Investor-State Dispute Settlement
Norway is party to 15 Bilateral Investment Treaties and 32 Treaties with Investment Provisions . The Embassy is not aware of any unresolved disputes between any U.S. investors and the government of Norway.
International Commercial Arbitration and Foreign Courts
Norway’s legal system provides effective means for enforcing property and contractual rights.
Bankruptcy Regulations
Norway has strong bankruptcy laws and is ranked 5 out of 190 for ease of “resolving insolvency” on the World Bank’s 2020 Doing Business Index. According to the World Bank, the average duration for bankruptcy proceedings in Norway is half that of the OECD average, at just under a year.
4. Industrial Policies
Investment Incentives
Norway’s SkatteFUNN research and development (R&D) tax incentive scheme is a government program designed to stimulate R&D in Norwegian trade and industry. Businesses and enterprises that are subject to taxation in Norway are eligible to apply for tax relief. For more information, see: https://www.oecd.org/sti/RDTax%20Country%20Profiles%20-%20NOR.pdf
Foreign Trade Zones/Free Ports/Trade Facilitation
Norway has no foreign trade zones and does not contemplate establishing any.

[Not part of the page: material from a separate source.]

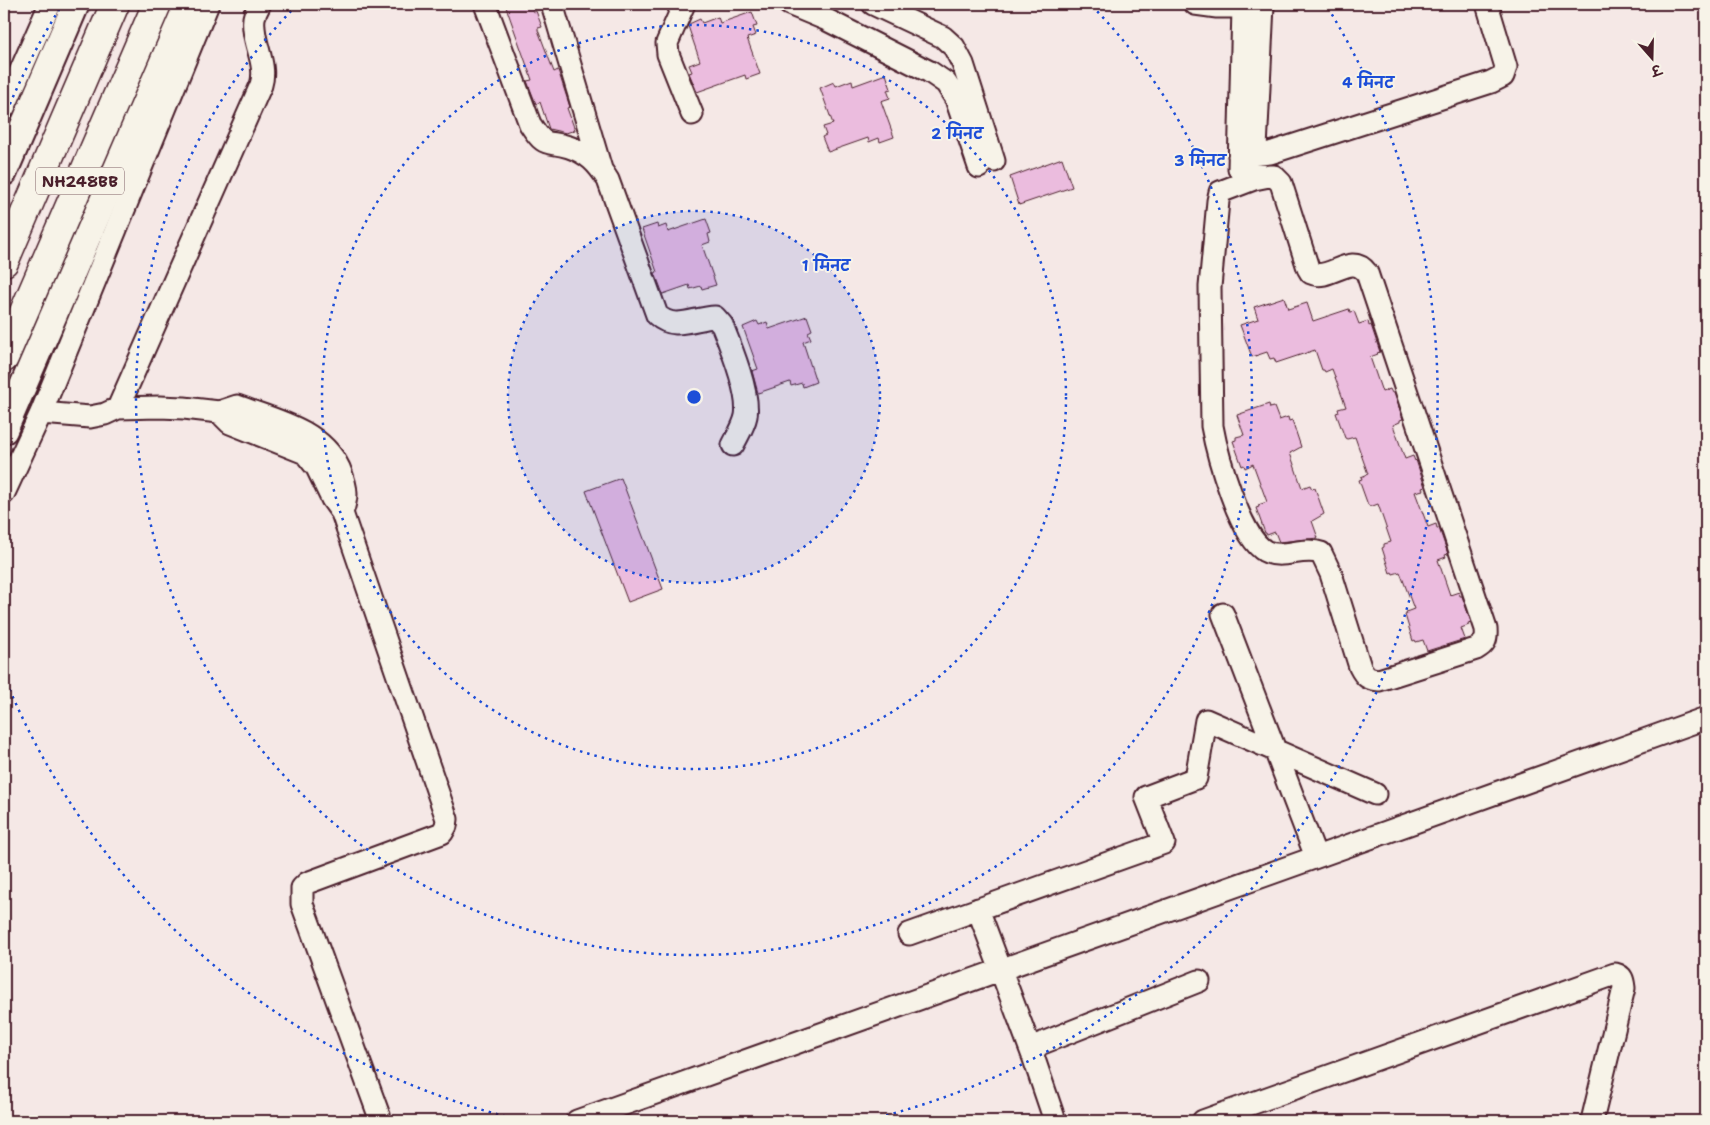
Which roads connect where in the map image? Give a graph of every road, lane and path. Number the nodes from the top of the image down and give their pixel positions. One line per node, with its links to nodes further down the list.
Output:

Performance and Data Localization Requirements
Norway generally does not impose performance requirements on foreign investors, nor offer significant general tax incentives for either domestic or foreign investors. There is an exception, however, for investments in sparsely settled northern Norway where reduced payroll taxes and other incentives apply. There are no free-trade zones, although taxes are minimal on Svalbard, a remote Arctic archipelago which is subject to special treaty provisions but administered by Norway. A state industry and regional development fund provides support (e.g., investment grants and financial assistance) for industrial development in areas with special employment difficulties or with low levels of economic activity.
Norway does not require “forced localization” nor impose requirements on data storage.
5. Protection of Property Rights
Real Property
Norway recognizes secured interests in property, both movable and real. The system for recording interests in property is recognized and reliable. Norway maintains an open and effective legal and judicial system that protects and facilitates acquisition and disposition of rights in property, including land, buildings, and mortgages.
Intellectual Property Rights
Norway adheres to key international agreements for the protection of intellectual property rights (IPR) (e.g., the Paris Union Convention for the Protection of Industrial Property, the Berne Copyright Convention, the Universal Copyright Convention of 1952, and the Patent Cooperation Treaty). As a member of the World Trade Organization (WTO), this also includes the Agreement on Trade-Related Aspects of Intellectual Property Rights (TRIPS).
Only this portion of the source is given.